Starting from the first line, set down the entire listing exactly.

= GIVEN RECORDS =
***

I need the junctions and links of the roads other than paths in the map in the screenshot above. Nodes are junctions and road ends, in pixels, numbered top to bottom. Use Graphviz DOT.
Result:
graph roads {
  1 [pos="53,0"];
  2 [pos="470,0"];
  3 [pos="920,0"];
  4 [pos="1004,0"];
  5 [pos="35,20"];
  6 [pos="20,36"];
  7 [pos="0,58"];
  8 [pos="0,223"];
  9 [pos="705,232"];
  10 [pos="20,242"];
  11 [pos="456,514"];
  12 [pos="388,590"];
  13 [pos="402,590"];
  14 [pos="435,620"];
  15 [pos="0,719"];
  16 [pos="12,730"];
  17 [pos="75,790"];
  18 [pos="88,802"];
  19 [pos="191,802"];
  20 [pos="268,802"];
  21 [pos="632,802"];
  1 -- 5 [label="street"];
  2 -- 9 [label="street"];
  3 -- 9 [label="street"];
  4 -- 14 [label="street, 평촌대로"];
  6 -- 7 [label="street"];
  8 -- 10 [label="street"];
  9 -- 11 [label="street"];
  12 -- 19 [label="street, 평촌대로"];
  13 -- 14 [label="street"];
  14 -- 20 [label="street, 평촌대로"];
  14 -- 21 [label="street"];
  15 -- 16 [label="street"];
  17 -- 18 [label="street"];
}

***

= YOUR SOLUTION =
I need the junctions and links of the roads other than paths in the map in the screenshot above. Nodes are junctions and road ends, in pixels, numbered top to bottom. Use Graphviz DOT.
Result:
graph roads {
  1 [pos="53,0"];
  2 [pos="470,0"];
  3 [pos="920,0"];
  4 [pos="1004,0"];
  5 [pos="35,20"];
  6 [pos="20,36"];
  7 [pos="0,58"];
  8 [pos="0,223"];
  9 [pos="705,232"];
  10 [pos="20,242"];
  11 [pos="456,514"];
  12 [pos="388,590"];
  13 [pos="402,590"];
  14 [pos="435,620"];
  15 [pos="0,719"];
  16 [pos="12,730"];
  17 [pos="75,790"];
  18 [pos="88,802"];
  19 [pos="191,802"];
  20 [pos="268,802"];
  21 [pos="632,802"];
  1 -- 5 [label="street"];
  2 -- 9 [label="street"];
  3 -- 9 [label="street"];
  4 -- 14 [label="street, 평촌대로"];
  6 -- 7 [label="street"];
  8 -- 10 [label="street"];
  9 -- 11 [label="street"];
  12 -- 19 [label="street, 평촌대로"];
  13 -- 14 [label="street"];
  14 -- 20 [label="street, 평촌대로"];
  14 -- 21 [label="street"];
  15 -- 16 [label="street"];
  17 -- 18 [label="street"];
}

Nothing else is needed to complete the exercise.